-
Bug
-
Resolution: Unresolved
-
None
-
20w14a
-
None
-
Plausible
-
Chunk loading
-
Low
-
Platform
The problem lies within the method
public void updateLevels() { super.updateLevels(); if (!this.positionsAffected.isEmpty()) { LongIterator longIterator = this.positionsAffected.iterator(); while(longIterator.hasNext()) { long l = longIterator.nextLong(); int i = this.distances.get(l); int j = this.getLevel(l); if (i != j) { ChunkTicketManager.this.levelUpdateListener.updateLevel(new ChunkPos(l), () -> { return this.distances.get(l); }, j, (ix) -> { if (ix >= this.distances.defaultReturnValue()) { this.distances.remove(l); } else { this.distances.put(l, ix); } }); this.updateTicket(l, j, this.isWithinViewDistance(i), this.isWithinViewDistance(j)); } } this.positionsAffected.clear(); } }
It basically aims to go over all chunks that changed the distance to the nearest player, compared to the last execution, and schedule additions and removals of chunk tickets accordingly. The problem is that distances which seems to be used as a reference for the old value does in fact not necessarily contain the values of the last execution, but its values are only set in a callback to ChunkTaskPrioritySystem. Hence the values might be stale, in case the ChunkTaskPrioritySystem does not handle this task fast enough, and hence some changes might not be properly detected. As a result, if we switch the distance to some new value and then quickly back to the old one, before the ChunkTaskPrioritySystem has processed the first switch, then updateLevels() will not see the second switch, as it still reads the original values of distances, and hence will neither schedule a second update to distances nor a new chunk ticket task. Hence, when all tasks have finished, the result can contain wrong values for distances and incorrect chunk tickets.

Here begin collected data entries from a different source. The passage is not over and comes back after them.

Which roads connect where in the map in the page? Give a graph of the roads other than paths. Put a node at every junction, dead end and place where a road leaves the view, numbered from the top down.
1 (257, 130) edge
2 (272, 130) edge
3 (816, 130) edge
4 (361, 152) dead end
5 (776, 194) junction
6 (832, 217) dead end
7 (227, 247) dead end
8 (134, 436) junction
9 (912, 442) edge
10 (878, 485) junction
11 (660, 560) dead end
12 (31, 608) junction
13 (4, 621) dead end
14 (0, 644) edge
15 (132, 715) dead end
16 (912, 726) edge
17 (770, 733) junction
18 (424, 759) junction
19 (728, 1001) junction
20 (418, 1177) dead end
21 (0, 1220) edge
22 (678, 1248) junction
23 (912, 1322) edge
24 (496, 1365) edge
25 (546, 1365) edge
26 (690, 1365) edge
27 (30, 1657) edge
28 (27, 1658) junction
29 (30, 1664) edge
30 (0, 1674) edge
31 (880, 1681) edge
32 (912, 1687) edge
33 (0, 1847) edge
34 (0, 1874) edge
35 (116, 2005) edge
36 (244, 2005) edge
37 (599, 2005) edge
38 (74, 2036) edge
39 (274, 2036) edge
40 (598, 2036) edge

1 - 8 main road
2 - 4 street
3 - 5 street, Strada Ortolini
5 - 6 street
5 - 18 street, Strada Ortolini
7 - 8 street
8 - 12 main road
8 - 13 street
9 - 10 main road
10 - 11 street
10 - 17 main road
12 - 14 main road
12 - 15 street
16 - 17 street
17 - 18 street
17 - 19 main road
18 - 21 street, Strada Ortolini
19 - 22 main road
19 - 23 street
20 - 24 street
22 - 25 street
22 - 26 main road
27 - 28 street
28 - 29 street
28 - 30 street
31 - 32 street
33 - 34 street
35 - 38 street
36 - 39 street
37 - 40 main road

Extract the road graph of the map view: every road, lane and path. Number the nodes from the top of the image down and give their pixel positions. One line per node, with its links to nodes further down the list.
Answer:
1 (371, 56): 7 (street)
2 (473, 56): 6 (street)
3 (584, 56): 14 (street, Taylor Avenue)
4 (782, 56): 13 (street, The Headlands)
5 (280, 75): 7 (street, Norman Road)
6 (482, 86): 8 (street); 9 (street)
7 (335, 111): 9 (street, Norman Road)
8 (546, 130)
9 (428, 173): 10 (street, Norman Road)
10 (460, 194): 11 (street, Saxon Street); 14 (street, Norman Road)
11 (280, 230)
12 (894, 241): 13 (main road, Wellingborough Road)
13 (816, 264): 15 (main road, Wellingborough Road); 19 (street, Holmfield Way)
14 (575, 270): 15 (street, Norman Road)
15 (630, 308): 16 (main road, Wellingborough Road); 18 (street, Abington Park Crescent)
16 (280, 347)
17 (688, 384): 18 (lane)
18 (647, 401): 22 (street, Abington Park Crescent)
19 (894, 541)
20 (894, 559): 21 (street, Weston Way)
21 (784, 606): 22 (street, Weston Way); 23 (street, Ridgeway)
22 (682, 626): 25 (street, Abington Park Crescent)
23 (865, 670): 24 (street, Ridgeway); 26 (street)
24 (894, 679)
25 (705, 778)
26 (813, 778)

More precisely, you can do the following steps to simulate some lag in the ChunkTaskPrioritySystem and trigger the issue. This method uses breakpoints as a reliable way of simulating certain conditions that can occur in practice, but might be not so reliably reproducible by accident on some setups. However, the chances for encountering the issue by accident might still be "large" on weaker hardware that runs out of threads to process the ChunkTaskPrioritySystem sufficiently fast.
- Load any world and teleport far away from the spawn chunks (e.g. create a new world and /tp ~2000 ~ ~)
- Spawn some entities that can later be used as indicator of chunks being unloaded wrongly
- Set a breakpoint to stop the ChunkTaskPrioritySystem used in ChunkTicketManager, e.g. by setting a breakpoint in the line if (ix >= this.distances.defaultReturnValue()) {. It is important that this breakpoint is configured to only pause the thread hitting it; we want the server thread to continue throughout the rest of the steps.
- Teleport far away from your location (not near the spawnchunks) (e.g. /tp ~2000 ~ ~)
- Now the breakpoint should be hit by some Server-Worker
- Teleport back precisely to your original chunk (e.g. /tp ~-2000 ~ ~)
- Disable the breakpoint and resume the Server-Worker
- At this point the distances got broken and are at a high value for your original (= current) location and a small value for the location you teleported to, which is exactly the opposite of what it should be. Also, chunk tickets got removed for your original location and chunk tickets were scheduled for the location you teleported to. However, as the addition of chunk tickets sanity checks whether the action is still valid, using the correct distanceFromNearestPlayer instead of the broken distances, these scheduled chunk tickets actually won't be added, but distances is broken nevertheless. Hence you end up with no chunk tickets left (except for the spawn chunks)
- Observe that the entities around you won't move or do anything at all, indicating that the chunks are indeed unloaded. Furthermore, the ServerChunkCache is way smaller than it should be.
- As soon as you move one chunk, the distance tracking will be updated again. Since the broken distances indicate that currently no player is around, this update will now schedule all the chunk tickets again. The ServerChunkCache goes up and the world around you springs back to life.
- Teleport to the other location (/tp ~2000 ~ ~). There distances wrongly indicates that some player was around, but no chunk tickets are actually present by the above remark. Hence, when arriving there, no new tickets will be created, and as a result the chunks won't load, no matter how long you wait or move around. Only after traveling to an unaffected area, chunks will start loading again.
The obvious solution to this problem would be to update the values of distances directly, rather than in a callback. I don't know for sure why it is done this way, but I think the idea is that the chunk level/priority changes atomically from the point of view of the ChunkTaskPrioritySystem by putting the level/priority under its control. This way, all tasks get scheduled with this well-defined priority and the priority of all pending tasks can be updated atomically.
In view of this, the proper solution would be to leave distances as it is, purely for the ChunkTaskPrioritySystem and add another map tracking the previous values (or actually make positionsAffected a map tracking those previous values).
In fact, there is another problem related to this discussion. All invocations to the ChunkTaskPrioritySystem resolve the level/priority lazily, in the context of the ChunkTaskPrioritySystem, except for updateTickets(...) called by the above method, which forwards the eagerly resolved distance. Priorities should always be resolved lazily in the context of ChunkTaskPrioritySystem, as otherwise the priority might be changed concurrently while scheduling a task and then all the automatic priority tracking and rewriting will fail. Since this is properly done for all other invocations, I think this is just an oversight here. So, inside updateTickets(...) the eagerly resolved priority () -> return distance; should be changed to the lazily resolved () -> this.distances.get(pos).
Finally, with these changes, Long2IntMaps.synchronize(...) can be removed from distances as it will now only be accessed in the context of a single ChunkTaskPrioritySystem.
Best,
PhiPro